In the setting of acute alcoholic hepatitis, orthotopic liver transplantation is highly controversial. Yet, patients receiving liver transplantation for this disease have generally resulted in good outcomes. In fact, it has been suggested that transplantation even for acute alcoholic hepatitis is successful with comparable outcomes to that of patients transplanted for decompensated alcoholic cirrhosis alone[47,48]. Most recently, Mathurin et al demonstrated an improved 6 mo survival in patients with a first episode of severe alcoholic hepatitis not responding to medical therapy who underwent early liver transplantation compared to those who did not (77% vs 23%). Conversely, other investigators demonstrated a poor prognosis after transplantation with rapidly progressive liver injury with active alcoholic liver disease. Combining the high risk of recidivism in patients with acute alcoholic hepatitis along with the national shortage of donor organs, orthotopic liver transplantation has not been advocated for acute alcoholic hepatitis.
Initially, there was hesitation to transplant patients for decompensated alcoholic cirrhosis due to the perception that the disease was self-inflicted and concerns about post-transplantation compliance. Nevertheless, it is now clear that in appropriately selected patients with decompensated alcoholic cirrhosis, orthotopic liver transplantation provides an excellent prognosis, with outcomes similar to other nonalcoholic chronic liver diseases. In these appropriately screened patients, recidivism after transplantation still occurs in one-fifth to one-half of patients, but only 5%-7% return to excessive drinking[52,53]. The most predictive variable of recidivism has been proposed to be a period of abstinence before transplantation. A documented 6 mo of pre-transplantation abstinence is usually required as a minimal criterion for liver transplantation listing. Other factors including social support and functional level are also extremely important to maintain abstinence. Current endeavors are underway to incorporate multiple variables to better risk stratify patients and standardize selection criteria for orthotopic liver transplantation in this population of patients. It is conceivable similar criteria could be used to determine appropriate liver transplant candidacy in the setting of acute alcoholic hepatitis as well. Notwithstanding, it has been estimated that only 5% of patients with end stage liver disease related to alcohol are formally evaluated to be considered for liver transplantation.

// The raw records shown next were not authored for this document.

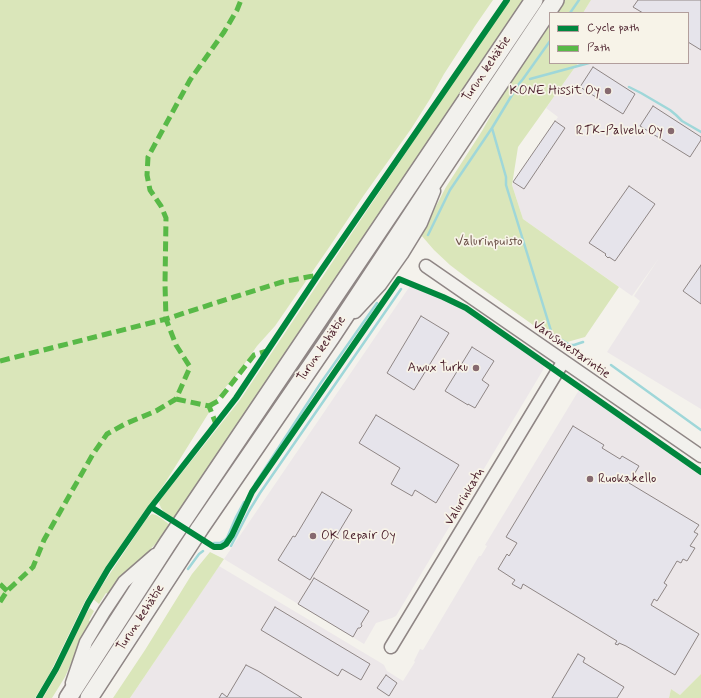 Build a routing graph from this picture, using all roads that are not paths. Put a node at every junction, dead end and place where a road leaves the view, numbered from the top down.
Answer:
1 (534, 0) edge
2 (550, 2) edge
3 (426, 266) dead end
4 (563, 362) junction
5 (701, 456) edge
6 (391, 647) dead end
7 (67, 698) edge
8 (88, 698) edge

1 - 7 highway, Turun kehätie
2 - 8 highway, Turun kehätie
3 - 4 street, Varusmestarintie
4 - 5 street, Varusmestarintie
4 - 6 street, Valurinkatu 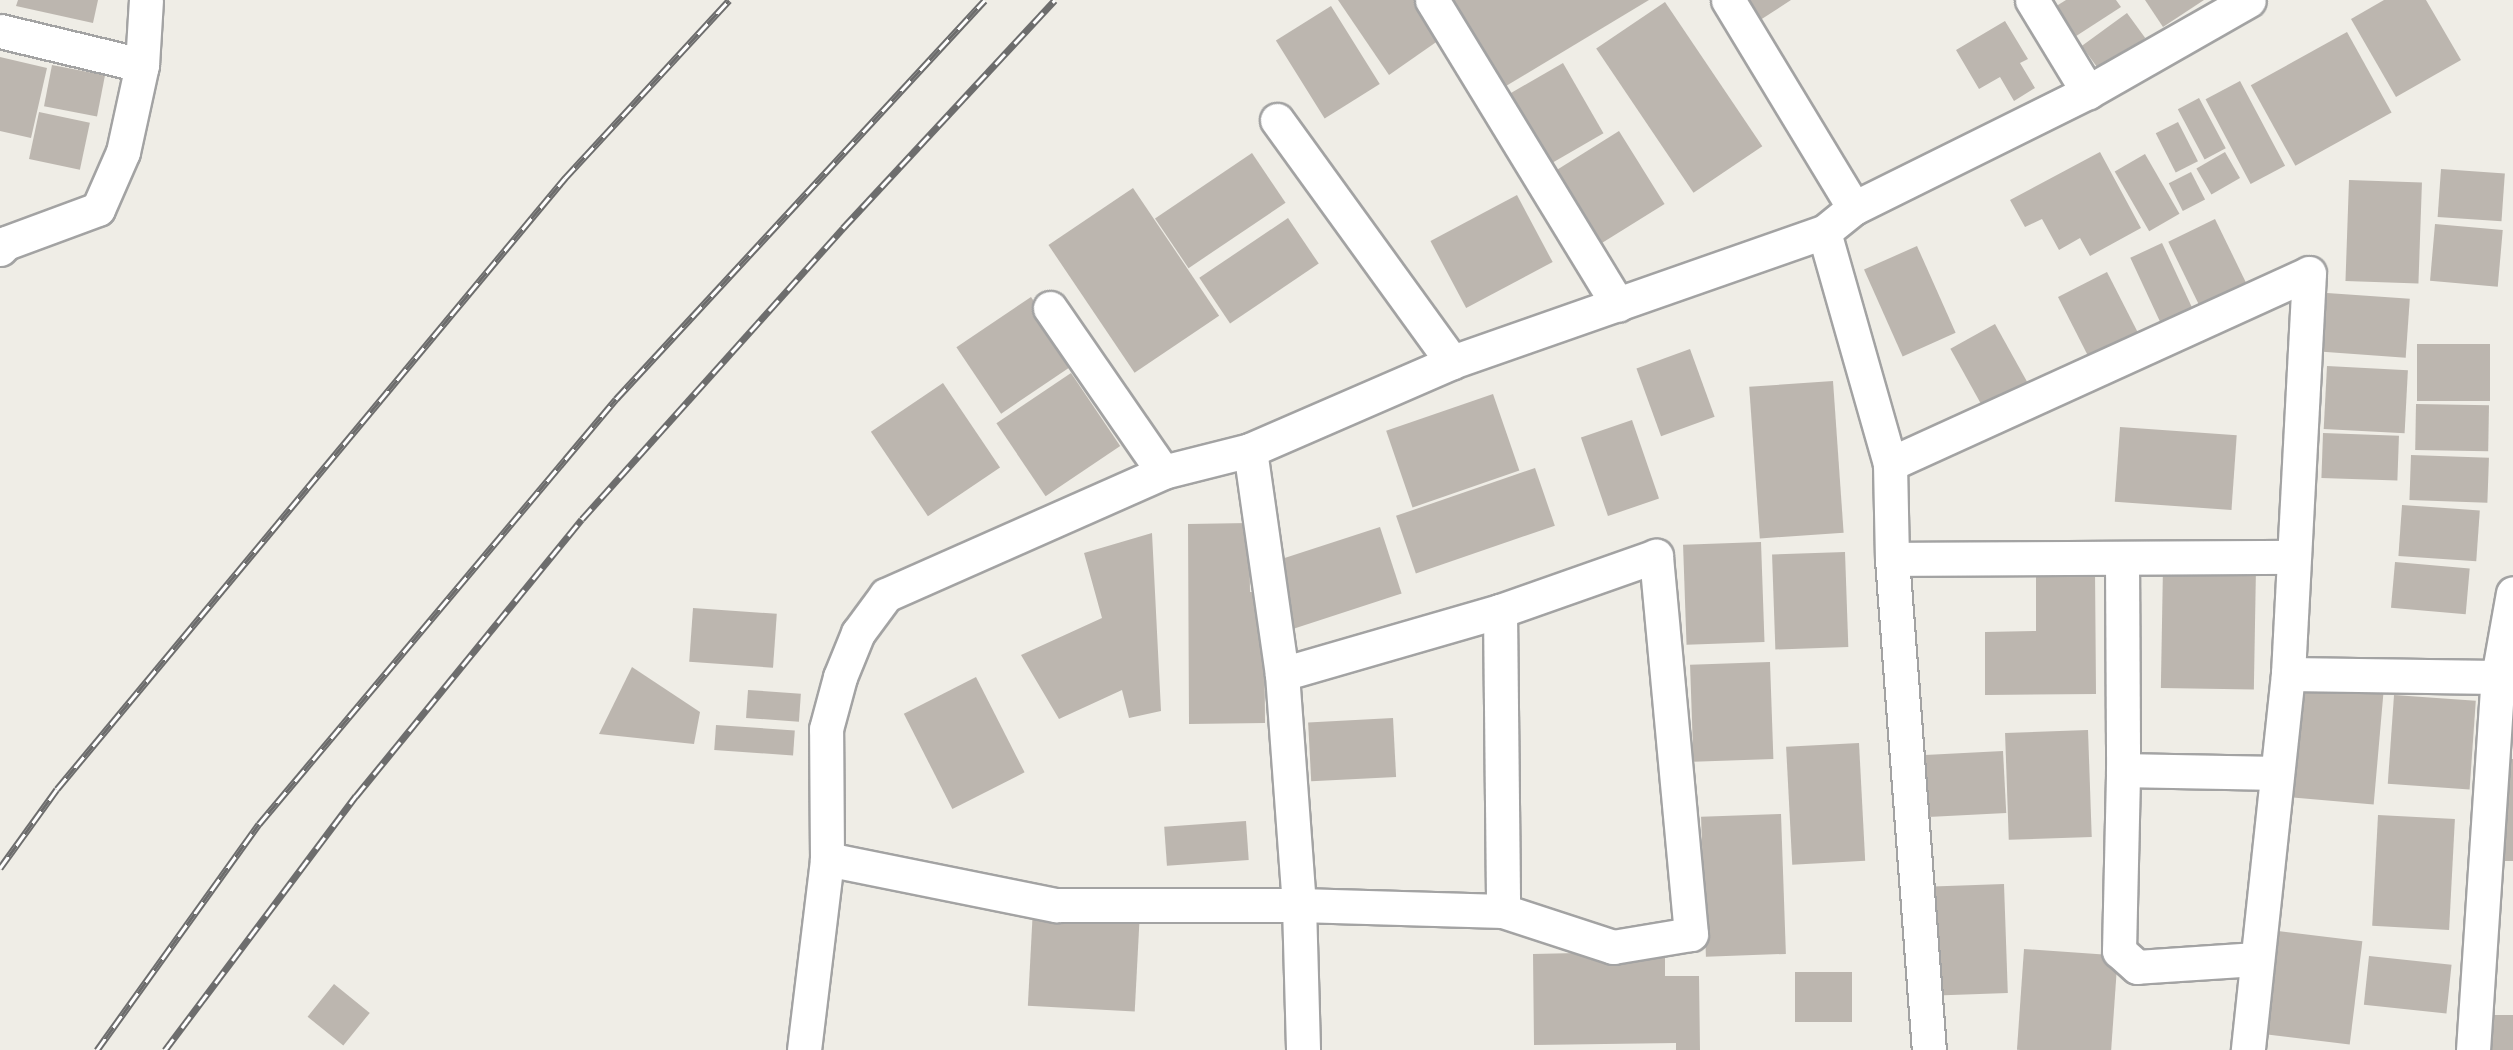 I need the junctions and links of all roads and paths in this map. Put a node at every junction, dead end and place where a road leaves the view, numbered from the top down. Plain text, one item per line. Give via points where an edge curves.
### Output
1 (146, 0) edge
2 (1432, 0) edge
3 (1728, 0) edge
4 (2032, 0) edge
5 (2249, 0) edge
6 (0, 32) edge
7 (142, 65) junction
8 (2088, 92) junction
9 (1277, 120) dead end
10 (1854, 207) junction
11 (1824, 232) junction
12 (0, 249) edge
13 (1618, 305) junction
14 (1050, 308) dead end
15 (1452, 362) junction
16 (1250, 450) junction
17 (1890, 464) junction
18 (1163, 472) junction
19 (2292, 557) junction
20 (2122, 558) junction
21 (1892, 559) junction
22 (2513, 593) edge
23 (1500, 610) junction
24 (1282, 674) junction
25 (2288, 674) junction
26 (2498, 677) junction
27 (2123, 770) junction
28 (2276, 773) junction
29 (827, 859) junction
30 (1299, 905) junction
31 (1503, 911) junction
32 (2256, 959) junction
33 (804, 1050) edge
34 (1303, 1050) edge
35 (1929, 1050) edge
36 (2248, 1050) edge
37 (2474, 1050) edge

1 - 7 street
2 - 13 street
3 - 10 street
4 - 8 street
5 - 8 street
6 - 7 street
7 - 12 street via 123,152 98,209 6,243
8 - 10 street
9 - 15 street
10 - 11 street
11 - 13 street
11 - 17 street
13 - 15 street
14 - 18 street
15 - 16 street
16 - 18 street
16 - 24 street
17 - 19 street via 2309,273
17 - 21 street
18 - 29 street via 886,595 858,633 840,677 826,729
19 - 20 street
19 - 25 street
20 - 21 street
20 - 27 street
21 - 35 street
22 - 26 street
23 - 24 street
23 - 31 street
23 - 31 street via 1656,556 1691,934 1613,947
24 - 30 street
25 - 26 street
25 - 28 street
26 - 37 street
27 - 28 street
27 - 32 street via 2119,951 2137,967
28 - 32 street
29 - 30 street via 1056,905
29 - 33 street
30 - 31 street
30 - 34 street
32 - 36 street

Extracorporeal liver support
Although they are still experimental, extracorporeal liver support devices have been developed as a form of liver support to give additional time for liver regeneration. One approach utilizes membranes and adsorbents that can remove toxins associated with liver failure, similar to hemodialysis in patients with end-stage renal disease. This type of extracorporeal liver support with molecular adsorbents recirculating system (MARS) uses a dialysis module in which the patient’s blood is dialyzed across an albumin-impregnated membrane, where detoxification can occur. Substances larger than 50 kDa, such as growth factors and essential hormones, are not removed. This device has shown promise in patients with acute liver failure superimposed upon chronic liver disease. Recently, the MARS treatment was performed on 8 patients with severe acute alcoholic hepatitis superimposed on biopsy-proven cirrhosis. These patients received 3 to 12 courses of 6 h of MARS treatment and encouraging results were seen in liver biochemistry, renal function, encephalopathy and mortality. However, the lack of power in this study does not allow definite conclusions. Nonetheless, a multi-center, randomized clinical trial is under way to study the efficacy of MARS treatment in acute alcoholic hepatitis.